NIP 112 および 24b は、上記のコンセンサスに最も近い実装と思われる。
NIP 112 にはキーの交換とローテーション(交替)のための方法が含まれているという利点があり、24b はグループ全体に対するキー漏洩の影響を軽減するという利点がある。
その他
NIP 103 は、ボットによって制御される他のキーを介してメッセージをルーティングすることにより、配信性に影響を与えるような不要な間接性を導入する。 NIP 24b に従って二重ラッピングすると、この問題がより簡潔に解決できる。
BIP-32 の派生 (NIP 76、31) は不必要な複雑さをもたらすが、前方機密性は解決されない。
単純な共有シークレット (NIP 38、112、76) は前方秘密保持を提供できず、これは特に大規模なグループの場合に問題となる。共有秘密が使用される場合、NIP 112 で説明されているように、無効化はプロトコルの一部でなければならない。
NIP 24a、18 などは初期の提案であり、部分的な解決策しか提示していない。
NIP 101 は部分的な解決策でしかないが、より完全な解決策に適応できる堅牢な鍵交換プロトコルを提供している。
NIP 29 のリレー中心のアプローチは比較的人気がなく、リレーの選択は(いくつかの提案のように) ライバシーを向上させるための推奨事項にはなり得るが、これだけでは十分とはいえない。

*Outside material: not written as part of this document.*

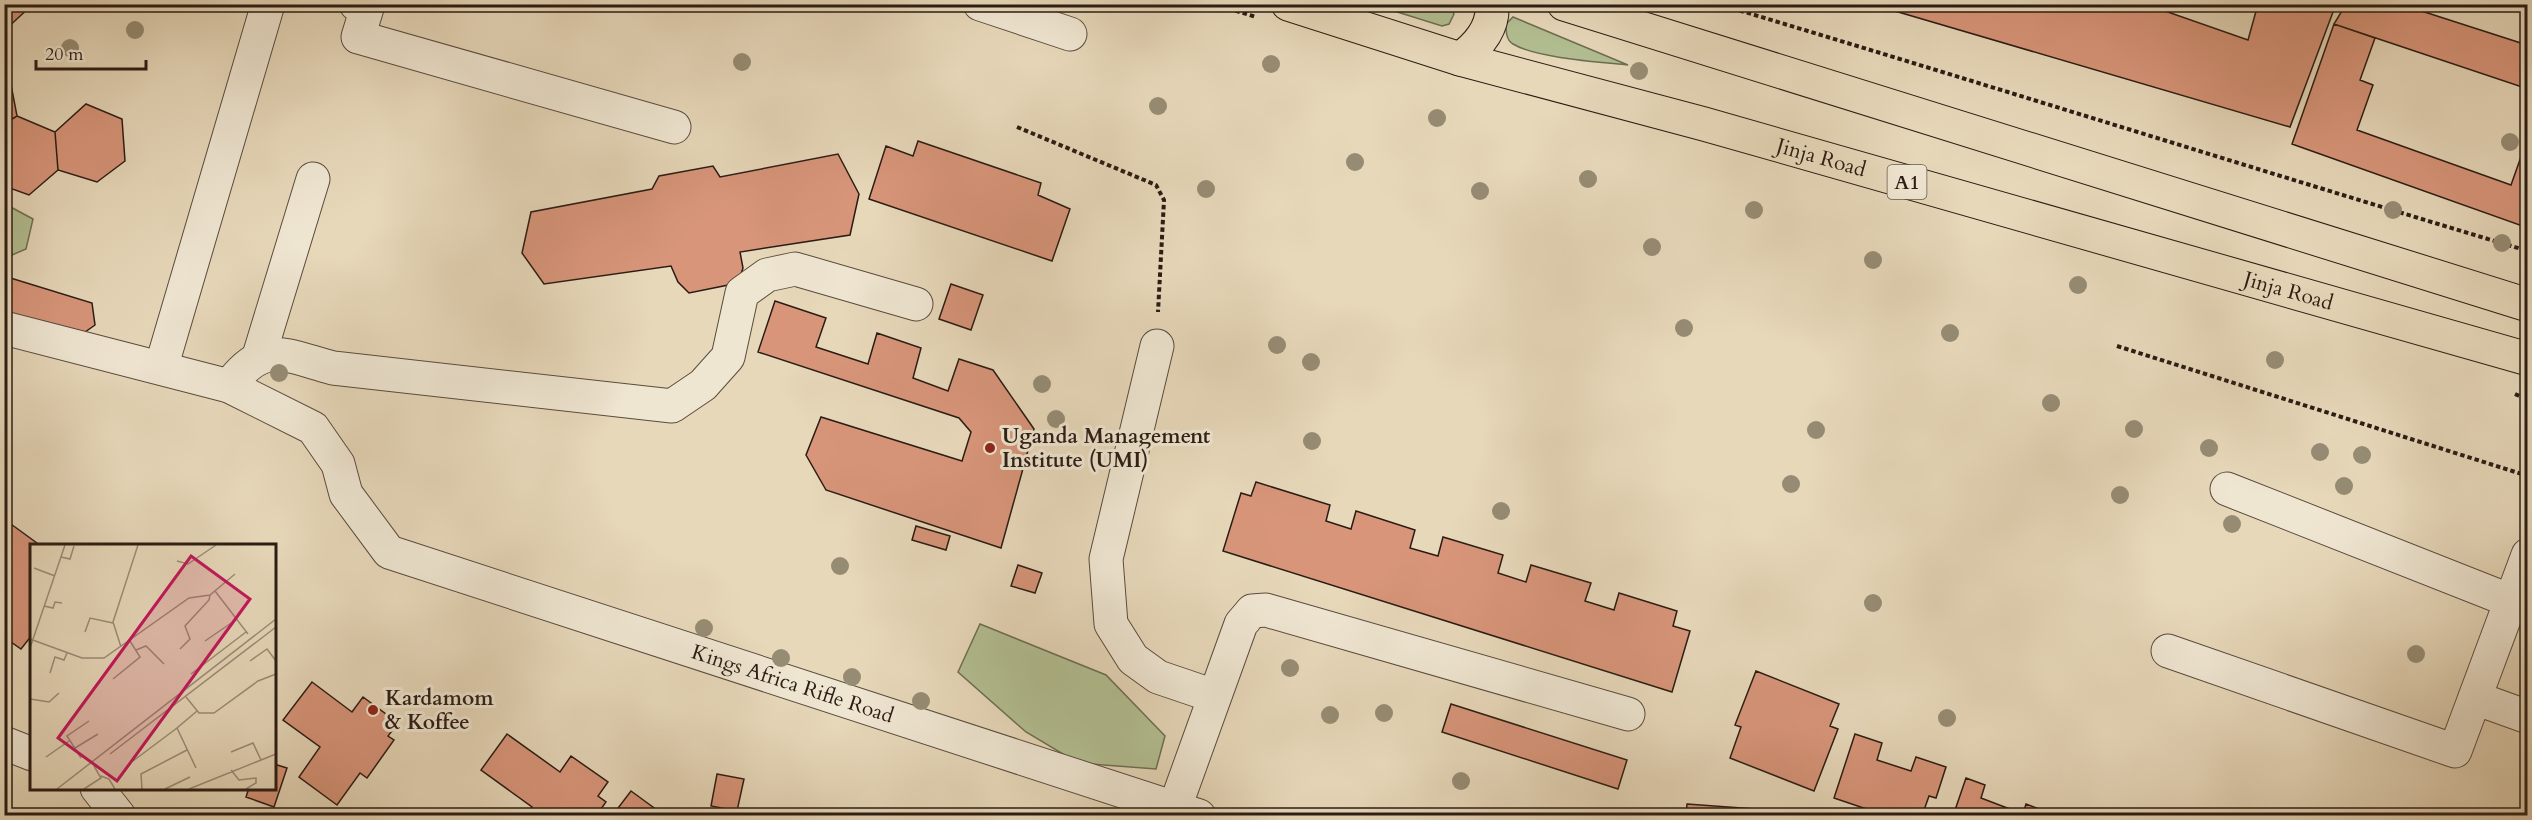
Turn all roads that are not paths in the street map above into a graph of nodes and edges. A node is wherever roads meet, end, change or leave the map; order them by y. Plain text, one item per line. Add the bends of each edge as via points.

NIP 172 は、29 や b1 と同様に、モデレーションに関する提案を除いて、プライベートメッセージの議論とはあまり関係がない。しかし、モデレーションは暗号化されたグループ チャットの多くの使用例に望ましい機能である。
未解決の問題
前方秘匿性
前方機密性を解決する解決策は提案されていない。それを解決するには、次のことが必要。
キーの取り消し
これは、無効化/ローテーション スキームのない有効期間の長いキー (共有キーかどうかには関係なく) は使用できないことを意味する。
ラチェット
自分自身のイベント、または他のパーティから受信したイベントのいずれかを復号化することによってセッション キーを発見できる限り、キーのローテーションのチェーンを時間の経過とともに追跡することができてしまう。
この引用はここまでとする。